I'm having trouble graphing the domain of the function $f(x,y)=ln(9-x^2-9y^2)$ . I don't need help drawing the graphg itself, I just need assurance that I'm on the right track.

The domain should be all $x,y$ such that $9-x^2-9y^2 \geq 0$

$-9y^2 \geq x^2-9$

$y^2 \leq 1-\frac{1}{9}x^2$

$y\leq\pm\sqrt{(1-\frac{1}{3}x)(1+\frac{1}{3}x)}$

So do I just need to sketch the region below the curves $y=\pm\sqrt{(1-\frac{1}{3}x)(1+\frac{1}{3}x)}$

? It seems like there must be an easier way.
November 2nd 2009, 12:26 PM
Defunkt

Quote:

Originally Posted by adkinsjr

I'm having trouble graphing the domain of the function $f(x,y)=ln(9-x^2-9y^2)$ . I don't need help drawing the graphg itself, I just need assurance that I'm on the right track.

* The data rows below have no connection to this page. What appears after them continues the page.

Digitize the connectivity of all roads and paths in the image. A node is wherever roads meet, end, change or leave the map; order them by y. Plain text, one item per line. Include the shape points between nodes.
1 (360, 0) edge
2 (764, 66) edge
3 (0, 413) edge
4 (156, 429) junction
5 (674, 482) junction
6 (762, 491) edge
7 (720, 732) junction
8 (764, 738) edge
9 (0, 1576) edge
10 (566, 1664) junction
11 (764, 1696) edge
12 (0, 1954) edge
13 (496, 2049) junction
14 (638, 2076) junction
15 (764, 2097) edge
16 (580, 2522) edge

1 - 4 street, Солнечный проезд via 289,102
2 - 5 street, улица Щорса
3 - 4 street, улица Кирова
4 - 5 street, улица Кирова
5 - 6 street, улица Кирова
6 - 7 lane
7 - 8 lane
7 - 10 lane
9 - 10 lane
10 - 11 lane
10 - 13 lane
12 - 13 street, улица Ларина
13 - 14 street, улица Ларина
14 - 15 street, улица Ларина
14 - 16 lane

The domain should be all $x,y$ such that $9-x^2-9y^2 \geq 0$

$-9y^2 \geq x^2-9$

$y^2 \leq 1-\frac{1}{9}x^2$

$y\leq\pm\sqrt{(1-\frac{1}{3}x)(1+\frac{1}{3}x)}$

So do I just need to sketch the region below the curves $y=\pm\sqrt{(1-\frac{1}{3}x)(1+\frac{1}{3}x)}$

? It seems like there must be an easier way.

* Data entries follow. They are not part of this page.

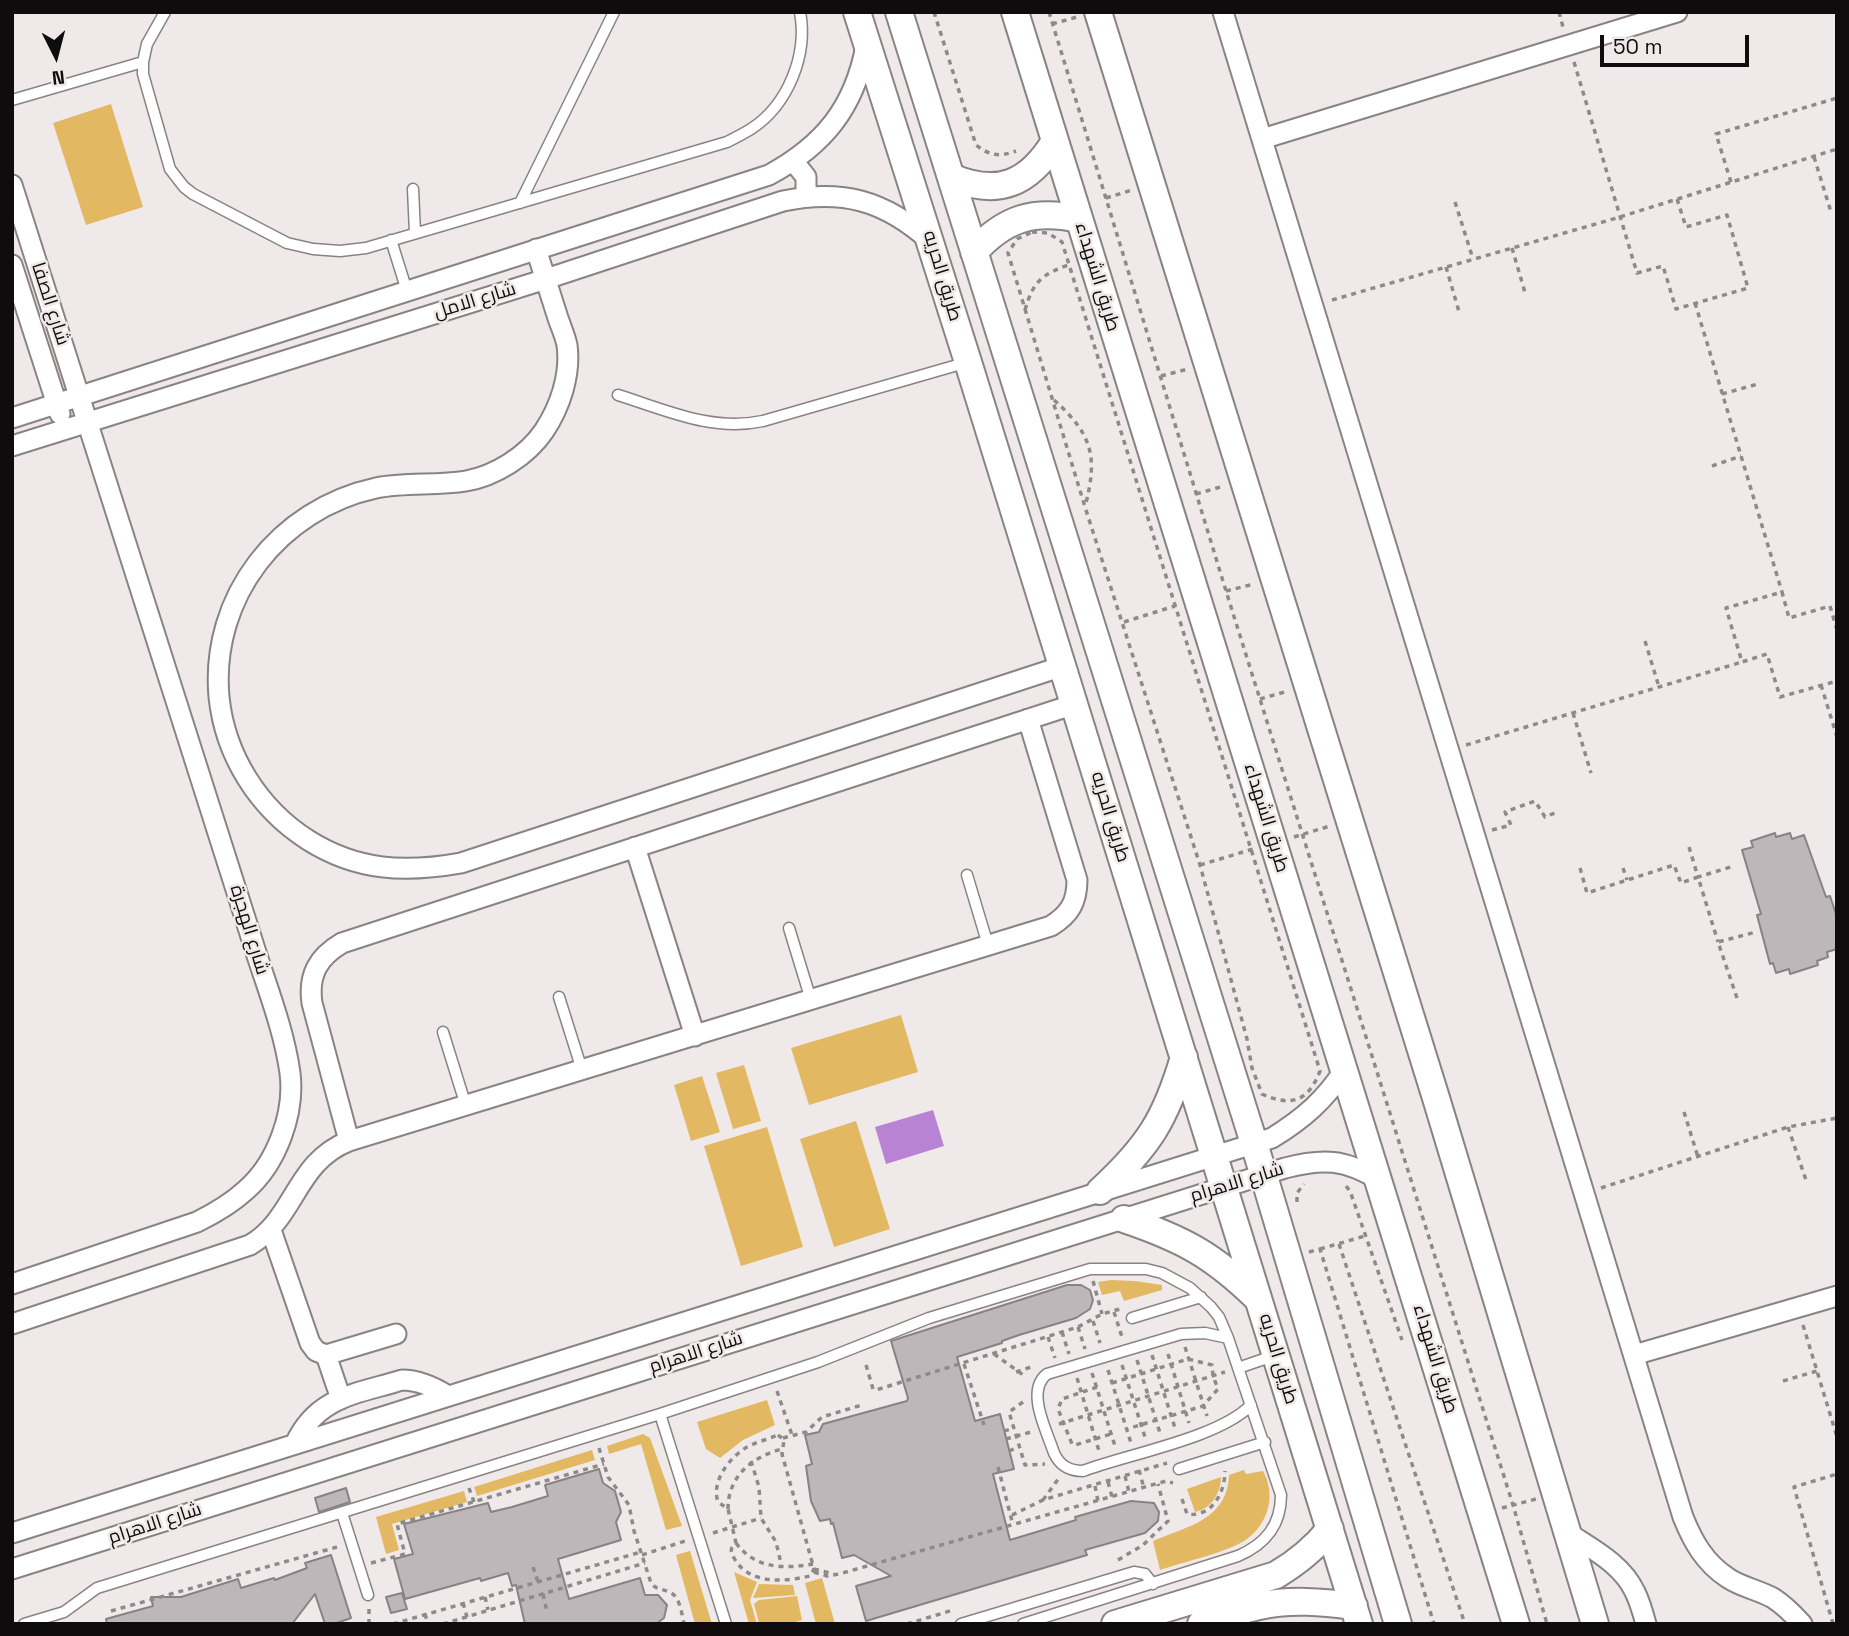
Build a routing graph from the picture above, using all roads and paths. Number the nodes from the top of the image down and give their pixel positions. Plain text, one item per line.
1 (165, 12) edge
2 (614, 12) edge
3 (800, 12) edge
4 (858, 12) edge
5 (899, 12) edge
6 (934, 12) edge
7 (1014, 12) edge
8 (1049, 12) edge
9 (1223, 12) edge
10 (1559, 12) edge
11 (1677, 12) edge
12 (1091, 14) edge
13 (1052, 23) junction
14 (867, 41) junction
15 (1569, 45) junction
16 (143, 62) junction
17 (1837, 98) edge
18 (12, 100) edge
19 (1262, 139) junction
20 (1055, 141) junction
21 (1024, 144) dead end
22 (1837, 149) edge
23 (1814, 156) junction
24 (794, 162) junction
25 (951, 177) junction
26 (1731, 182) junction
27 (12, 185) edge
28 (1137, 188) dead end
29 (414, 189) dead end
30 (806, 197) junction
31 (1106, 198) junction
32 (1677, 199) junction
33 (1455, 202) dead end
34 (520, 203) junction
35 (1831, 212) dead end
36 (1620, 217) junction
37 (1079, 219) junction
38 (415, 233) junction
39 (391, 240) junction
40 (931, 241) junction
41 (1512, 248) junction
42 (536, 249) junction
43 (974, 252) junction
44 (1473, 259) junction
45 (1069, 264) junction
46 (12, 265) edge
47 (1446, 267) junction
48 (546, 279) junction
49 (407, 291) junction
50 (1527, 296) dead end
51 (1695, 303) junction
52 (1313, 306) junction
53 (1024, 312) junction
54 (1460, 315) dead end
55 (968, 362) junction
56 (1193, 367) dead end
57 (1160, 377) junction
58 (1016, 384) junction
59 (1758, 384) dead end
60 (1723, 394) junction
61 (618, 395) dead end
62 (979, 396) junction
63 (79, 397) junction
64 (1052, 398) junction
65 (56, 404) junction
66 (12, 418) edge
67 (88, 422) junction
68 (64, 430) junction
69 (12, 446) edge
70 (1741, 456) junction
71 (1712, 466) dead end
72 (1229, 485) dead end
73 (1196, 494) junction
74 (1085, 507) junction
75 (1260, 582) dead end
76 (1226, 591) junction
77 (1782, 592) junction
78 (1175, 606) junction
79 (1123, 623) junction
80 (1837, 630) edge
81 (1645, 641) dead end
82 (1100, 654) junction
83 (1742, 662) junction
84 (1063, 666) junction
85 (1837, 681) edge
86 (1821, 685) junction
87 (1659, 687) junction
88 (1293, 690) dead end
89 (1260, 699) junction
90 (1075, 704) junction
91 (1573, 713) junction
92 (1028, 719) junction
93 (1837, 737) edge
94 (1449, 751) junction
95 (1591, 773) dead end
96 (1557, 812) dead end
97 (1484, 820) dead end
98 (635, 847) junction
99 (1689, 847) dead end
100 (1734, 866) dead end
101 (1580, 868) dead end
102 (1623, 868) dead end
103 (967, 875) dead end
104 (1698, 877) junction
105 (1627, 880) junction
106 (789, 928) dead end
107 (1756, 932) dead end
108 (1718, 942) junction
109 (988, 945) junction
110 (559, 997) dead end
111 (1737, 998) dead end
112 (811, 1000) junction
113 (443, 1032) dead end
114 (695, 1036) junction
115 (1184, 1057) junction
116 (1345, 1069) junction
117 (582, 1071) junction
118 (466, 1106) junction
119 (1684, 1112) dead end
120 (1837, 1118) edge
121 (1788, 1127) junction
122 (349, 1141) junction
123 (1254, 1143) junction
124 (1215, 1156) junction
125 (1699, 1157) junction
126 (1264, 1175) junction
127 (1340, 1178) dead end
128 (1307, 1179) dead end
129 (1379, 1180) junction
130 (1807, 1184) dead end
131 (1225, 1186) junction
132 (1100, 1191) junction
133 (1585, 1194) junction
134 (1059, 1204) junction
135 (1296, 1210) dead end
136 (1030, 1214) junction
137 (1124, 1219) junction
138 (271, 1230) junction
139 (1070, 1235) junction
140 (1366, 1236) junction
141 (1305, 1243) dead end
142 (1339, 1244) junction
143 (1040, 1245) junction
144 (1320, 1249) junction
145 (1090, 1269) junction
146 (12, 1284) edge
147 (1837, 1296) edge
148 (1201, 1297) junction
149 (1261, 1301) junction
150 (1122, 1308) dead end
151 (1798, 1308) junction
152 (1114, 1311) junction
153 (1102, 1314) junction
154 (1132, 1318) dead end
155 (1093, 1321) junction
156 (12, 1324) edge
157 (1078, 1327) junction
158 (1062, 1332) junction
159 (396, 1334) dead end
160 (1048, 1337) junction
161 (1163, 1338) junction
162 (1228, 1338) junction
163 (1149, 1342) junction
164 (1313, 1342) junction
165 (1126, 1349) junction
166 (1406, 1352) dead end
167 (994, 1354) junction
168 (326, 1355) junction
169 (1277, 1355) junction
170 (1634, 1355) junction
171 (1104, 1356) junction
172 (1188, 1357) junction
173 (1089, 1361) junction
174 (964, 1363) junction
175 (1171, 1364) junction
176 (866, 1365) dead end
177 (1073, 1366) junction
178 (1238, 1368) junction
179 (1157, 1369) junction
180 (1059, 1370) junction
181 (1817, 1371) junction
182 (1016, 1372) dead end
183 (1142, 1374) junction
184 (1213, 1376) junction
185 (772, 1377) junction
186 (1126, 1378) junction
187 (1783, 1381) dead end
188 (1196, 1382) junction
189 (1112, 1383) junction
190 (1097, 1387) junction
191 (1178, 1387) junction
192 (1164, 1391) junction
193 (1081, 1392) junction
194 (448, 1396) junction
195 (1149, 1396) junction
196 (341, 1399) junction
197 (1133, 1401) junction
198 (1023, 1402) dead end
199 (862, 1405) dead end
200 (1119, 1405) junction
201 (1251, 1405) junction
202 (1203, 1406) junction
203 (1104, 1410) junction
204 (1186, 1412) junction
205 (660, 1414) junction
206 (1206, 1414) dead end
207 (1088, 1415) junction
208 (1171, 1416) junction
209 (1156, 1420) junction
210 (1834, 1420) edge
211 (1063, 1422) junction
212 (984, 1425) dead end
213 (1141, 1425) junction
214 (1046, 1427) junction
215 (1014, 1428) junction
216 (1127, 1429) junction
217 (1004, 1431) dead end
218 (595, 1434) junction
219 (1111, 1434) junction
220 (792, 1435) junction
221 (1016, 1436) junction
222 (1193, 1436) junction
223 (1837, 1437) edge
224 (783, 1438) junction
225 (1095, 1438) junction
226 (1006, 1439) dead end
227 (1179, 1440) junction
228 (1265, 1442) junction
229 (295, 1444) junction
230 (1164, 1445) junction
231 (1019, 1447) junction
232 (782, 1449) junction
233 (1149, 1449) junction
234 (1009, 1451) dead end
235 (1134, 1454) junction
236 (1119, 1459) junction
237 (751, 1461) junction
238 (604, 1464) junction
239 (1103, 1464) junction
240 (1040, 1465) dead end
241 (1162, 1465) dead end
242 (998, 1467) dead end
243 (1067, 1468) junction
244 (1225, 1468) dead end
245 (1179, 1469) dead end
246 (1140, 1471) junction
247 (1837, 1474) edge
248 (1125, 1476) junction
249 (1108, 1481) junction
250 (1166, 1481) dead end
251 (1158, 1484) junction
252 (1144, 1488) junction
253 (1129, 1492) junction
254 (1112, 1497) junction
255 (1545, 1497) dead end
256 (1182, 1499) dead end
257 (1043, 1500) junction
258 (1513, 1505) junction
259 (728, 1509) junction
260 (342, 1513) junction
261 (1482, 1513) junction
262 (1012, 1515) junction
263 (761, 1518) junction
264 (1013, 1525) junction
265 (732, 1527) junction
266 (1330, 1529) junction
267 (12, 1533) edge
268 (1568, 1533) junction
269 (1154, 1537) dead end
270 (689, 1540) dead end
271 (352, 1543) junction
272 (736, 1543) junction
273 (642, 1553) junction
274 (645, 1563) junction
275 (359, 1567) junction
276 (533, 1567) dead end
277 (782, 1568) junction
278 (814, 1568) junction
279 (12, 1569) edge
280 (538, 1582) junction
281 (1153, 1584) junction
282 (543, 1594) junction
283 (368, 1595) dead end
284 (485, 1597) junction
285 (463, 1603) junction
286 (488, 1610) junction
287 (111, 1611) dead end
288 (547, 1612) dead end
289 (425, 1614) junction
290 (1356, 1615) edge
291 (467, 1617) junction
292 (24, 1624) edge
293 (393, 1624) edge
294 (428, 1624) edge
295 (443, 1624) edge
296 (684, 1624) edge
297 (726, 1624) edge
298 (961, 1624) edge
299 (1023, 1624) edge
300 (1115, 1624) edge
301 (1201, 1624) edge
302 (1398, 1624) edge
303 (1434, 1624) edge
304 (1465, 1624) edge
305 (1517, 1624) edge
306 (1547, 1624) edge
307 (1595, 1624) edge
308 (1646, 1624) edge
309 (1802, 1624) edge
310 (1833, 1624) edge

1 - 16 lane
2 - 34 lane
3 - 34 lane
4 - 14 street, طريق الحريه
5 - 25 street, طريق الحريه
6 - 21 path
7 - 20 street, طريق الشهداء
8 - 13 path
9 - 19 street
10 - 15 path
11 - 15 street
12 - 13 path
12 - 268 street
13 - 31 path
14 - 24 street, شارع الامل
14 - 40 street, طريق الحريه
15 - 19 street
15 - 36 path
16 - 18 lane
16 - 39 lane
17 - 26 path
19 - 52 street
20 - 25 street
20 - 37 street, طريق الشهداء
22 - 23 path
23 - 26 path
23 - 35 path
24 - 30 street
24 - 42 street, شارع الامل
25 - 43 street, طريق الحريه
26 - 32 path
27 - 63 street, شارع الصفا
28 - 31 path
29 - 38 lane
30 - 40 street, شارع الامل
30 - 48 street, شارع الامل
31 - 57 path
32 - 36 path
32 - 51 path
33 - 44 path
34 - 38 lane
36 - 41 path
36 - 51 path
37 - 43 street
37 - 116 street, طريق الشهداء
38 - 39 lane
39 - 49 lane
40 - 55 street, طريق الحريه
41 - 44 path
41 - 50 path
42 - 48 street
42 - 49 street, شارع الامل
43 - 58 street, طريق الحريه
44 - 47 path
45 - 53 path
45 - 53 path
45 - 78 path
46 - 65 street, شارع الصفا
47 - 52 path
47 - 54 path
48 - 67 street, شارع الامل
48 - 84 street
49 - 63 street, شارع الامل
51 - 60 path
52 - 94 street
53 - 64 path
55 - 61 lane
55 - 62 street, طريق الحريه
56 - 57 path
57 - 73 path
58 - 62 street
58 - 82 street, طريق الحريه
59 - 60 path
60 - 70 path
62 - 84 street, طريق الحريه
63 - 65 street, شارع الامل
63 - 67 street, شارع الصفا
64 - 74 path
64 - 74 path
65 - 66 street, شارع الامل
65 - 68 street, شارع الصفا
67 - 68 street, شارع الامل
67 - 146 street, شارع الهجرة
68 - 69 street, شارع الامل
70 - 71 path
70 - 77 path
72 - 73 path
73 - 76 path
74 - 79 path
75 - 76 path
76 - 89 path
77 - 80 path
77 - 83 path
78 - 79 path
78 - 79 path
81 - 87 path
82 - 84 street
82 - 123 street, طريق الحريه
83 - 86 path
83 - 87 path
84 - 90 street, طريق الحريه
85 - 86 path
86 - 93 path
87 - 91 path
88 - 89 path
89 - 258 path
90 - 92 street
90 - 115 street, طريق الحريه
91 - 94 path
91 - 95 path
92 - 98 street
92 - 109 street
94 - 133 street
96 - 97 path
98 - 114 street
98 - 122 street
99 - 104 path
100 - 104 path
101 - 105 path
102 - 105 path
103 - 109 lane
104 - 105 path
104 - 108 path
106 - 112 lane
107 - 108 path
108 - 111 path
109 - 112 street
110 - 117 lane
112 - 114 street
113 - 118 lane
114 - 117 street
115 - 124 street, طريق الحريه
115 - 132 street
116 - 123 street, شارع الاهرام
116 - 129 street, طريق الشهداء
117 - 118 street
118 - 122 street
119 - 125 path
120 - 121 path
121 - 125 path
121 - 130 path
122 - 138 street
123 - 124 street, شارع الاهرام
123 - 126 street, طريق الحريه
124 - 131 street, طريق الحريه
124 - 132 street, شارع الاهرام
125 - 133 path
126 - 129 street, شارع الاهرام
126 - 131 street, شارع الاهرام
126 - 164 street, طريق الحريه
127 - 140 path
128 - 135 path
129 - 261 street, طريق الشهداء
131 - 137 street, شارع الاهرام
131 - 149 street, طريق الحريه
132 - 134 street, شارع الاهرام
133 - 170 street
134 - 136 street, شارع الاهرام
134 - 139 street
136 - 143 street
136 - 194 street, شارع الاهرام
137 - 139 street, شارع الاهرام
137 - 149 street
138 - 156 street
138 - 168 street
139 - 143 street, شارع الاهرام
140 - 142 path
140 - 166 path
141 - 144 path
142 - 144 path
142 - 304 path
143 - 279 street, شارع الاهرام
144 - 303 path
145 - 148 lane
145 - 153 path
145 - 185 lane
147 - 151 street
148 - 154 lane
148 - 162 lane
149 - 169 street, طريق الحريه
150 - 152 path
151 - 170 street
151 - 181 path
152 - 153 path
152 - 165 path
153 - 155 path
155 - 157 path
155 - 171 path
157 - 158 path
157 - 173 path
158 - 160 path
158 - 177 path
159 - 168 street
160 - 167 path
160 - 180 path
161 - 162 lane
161 - 163 lane
161 - 175 path
162 - 178 lane
163 - 165 lane
163 - 179 path
164 - 169 street
164 - 302 street, طريق الحريه
165 - 171 lane
165 - 183 path
165 - 186 path
167 - 174 path
167 - 182 path
168 - 196 street
169 - 178 lane
169 - 266 street, طريق الحريه
170 - 309 street
171 - 173 lane
171 - 189 path
172 - 175 path
172 - 184 path
172 - 188 path
173 - 177 lane
173 - 190 path
174 - 176 path
174 - 212 path
175 - 179 path
175 - 191 path
177 - 180 lane
177 - 193 path
178 - 201 lane
179 - 183 path
179 - 192 path
180 - 214 lane
181 - 187 path
181 - 210 path
183 - 186 path
183 - 195 path
184 - 188 path
184 - 202 path
185 - 205 lane
185 - 220 path
186 - 189 path
186 - 197 path
188 - 191 path
188 - 202 path
189 - 200 path
190 - 193 path
190 - 203 path
191 - 192 path
191 - 204 path
192 - 195 path
192 - 208 path
193 - 207 path
193 - 211 path
194 - 196 street
194 - 229 street, شارع الاهرام
195 - 197 path
195 - 209 path
196 - 229 street
197 - 200 path
197 - 213 path
198 - 215 path
199 - 220 path
200 - 203 path
200 - 216 path
201 - 222 lane
201 - 228 lane
202 - 204 path
202 - 206 path
203 - 207 path
203 - 219 path
204 - 208 path
204 - 222 path
205 - 218 lane
205 - 297 lane
207 - 211 path
207 - 225 path
208 - 209 path
208 - 227 path
209 - 213 path
209 - 230 path
210 - 223 path
211 - 214 path
211 - 225 path
213 - 216 path
213 - 233 path
214 - 221 path
214 - 243 lane
215 - 217 path
215 - 221 path
216 - 235 path
218 - 238 path
218 - 260 lane
219 - 225 path
219 - 236 path
220 - 224 path
221 - 226 path
221 - 231 path
222 - 227 lane
224 - 232 path
224 - 259 path
225 - 239 path
227 - 230 lane
228 - 245 lane
228 - 281 lane
229 - 267 street, شارع الاهرام
230 - 233 lane
231 - 234 path
231 - 240 path
232 - 237 path
232 - 278 path
233 - 235 lane
235 - 236 lane
235 - 246 path
236 - 239 lane
236 - 248 path
237 - 259 path
237 - 263 path
238 - 273 path
238 - 275 path
239 - 243 lane
239 - 249 path
241 - 246 path
242 - 262 path
243 - 257 path
244 - 256 path
246 - 248 path
246 - 252 path
247 - 310 path
248 - 249 path
248 - 253 path
249 - 254 path
249 - 257 path
250 - 251 path
251 - 252 path
251 - 269 path
252 - 253 path
253 - 254 path
254 - 264 path
255 - 258 path
257 - 262 path
258 - 261 path
258 - 306 path
259 - 265 path
260 - 271 lane
260 - 292 lane
261 - 305 street, طريق الشهداء
262 - 264 path
263 - 265 path
263 - 277 path
264 - 278 path
265 - 272 path
266 - 290 street, طريق الحريه
266 - 300 street
268 - 307 street
268 - 308 street
270 - 273 path
271 - 275 lane
271 - 287 path
272 - 277 path
272 - 278 path
273 - 274 path
273 - 280 path
274 - 282 path
274 - 296 path
275 - 283 lane
276 - 280 path
277 - 278 path
280 - 284 path
281 - 298 lane
281 - 299 lane
282 - 286 path
282 - 288 path
284 - 285 path
284 - 286 path
285 - 289 path
285 - 291 path
286 - 291 path
289 - 293 path
289 - 294 path
290 - 301 street
291 - 295 path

Do you know what the ellipse $\frac{x^2}{9} + y^2 \leq 1$ looks like?
November 2nd 2009, 12:33 PM
adkinsjr

Quote:

Originally Posted by Defunkt

Do you know what the ellipse $\frac{x^2}{9} + y^2 \leq 1$ looks like?

yeah, I see it now. I need to shade in the ellipse with center at origin, vertices at $(0,\pm 1)$ and $(\pm 3,0)$ .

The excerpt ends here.